Allgemeine Bezeichnung
Doppelhenkeltopf
Inventarnummer
BA2051
Sammlung
Volkskunde-Spielzeug-Judaica
Herstellungsort
Dattenheim bei Treuchtlingen, Kreis Weißenburg-Gunzenhausen, Mittelfranken
Herstellungsdatum
1798
Maße
H. 46 cm; Dm. 36,5 cm
Material und Technik
Hafnerkeramik
Vermerk am Objekt
Inschrift: Ich bin Haffen von nattur wer mich zu brichd ist eine hur gemacht In Tettenheim Anno 1798

Beschreibung
Wie gängiges Gebrauchsgeschirr ist der Topf, der vielleicht als Hafen für die Hochzeitssuppe bestimmt war, nur im Innern mit einer Glasur versehen. Diese ist innen gelblich-braun, am Rande innen dunkelgrün und erfüllt, wie bei der ersten Anwendung des Überzugs bei den Hohlgefäßen des späten Mittelalters, den Zweck, den leicht wasserdurchlässigen Scherben abzudichten. Parallelen aus Mittelfranken lassen vermuten, dass das Gerät nicht mehr der alltäglichen Produktion zugehört, sondern als ein den Ansprüchen der Zunft genügendes, altertümliches Meisterstück gearbeitet worden ist.
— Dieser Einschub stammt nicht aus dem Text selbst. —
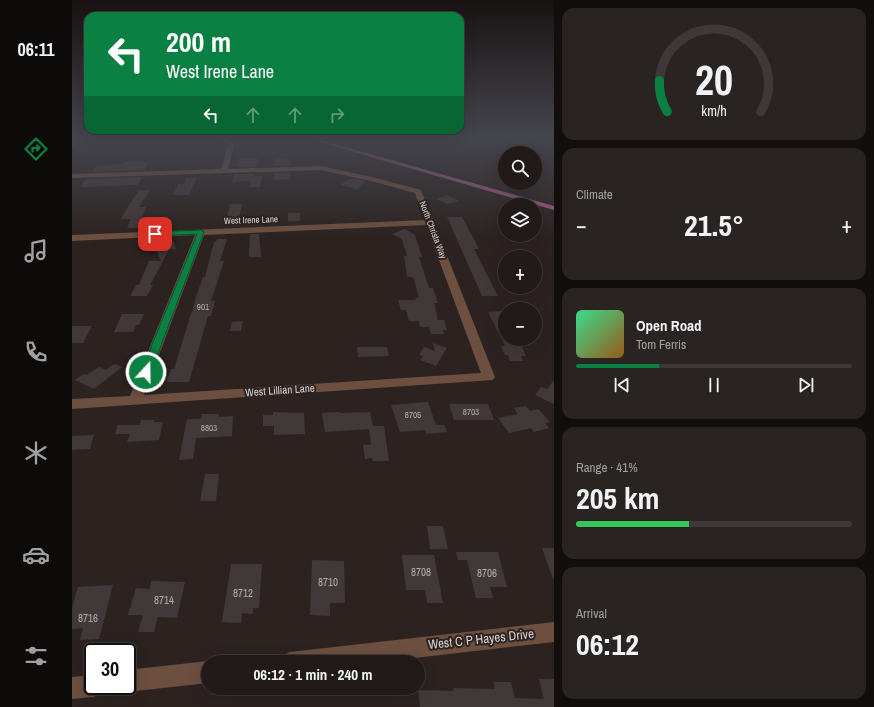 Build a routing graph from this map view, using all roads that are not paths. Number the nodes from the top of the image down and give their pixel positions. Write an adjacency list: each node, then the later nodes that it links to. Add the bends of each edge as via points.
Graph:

Mit der Inschrift auf der Schulter, die auch den Enstehungsort nennt, wendet sich der Topf direkt an den Benutzer >>Ich bin Haffen von nattur wer mich zu brichd ist eine hur gemacht In Tettenheim Anno 1798<<" (Text, Deneke 1979)
Literatur
Ingolf Bauer: Treuchtlinger Geschirr. München 1971.
Bernward Deneke: Volkskunst. Führer durch die volkskundlichen Sammlungen. Germanisches Nationalmuseum, Nürnberg. München 1979, S. 111, Nr. 156.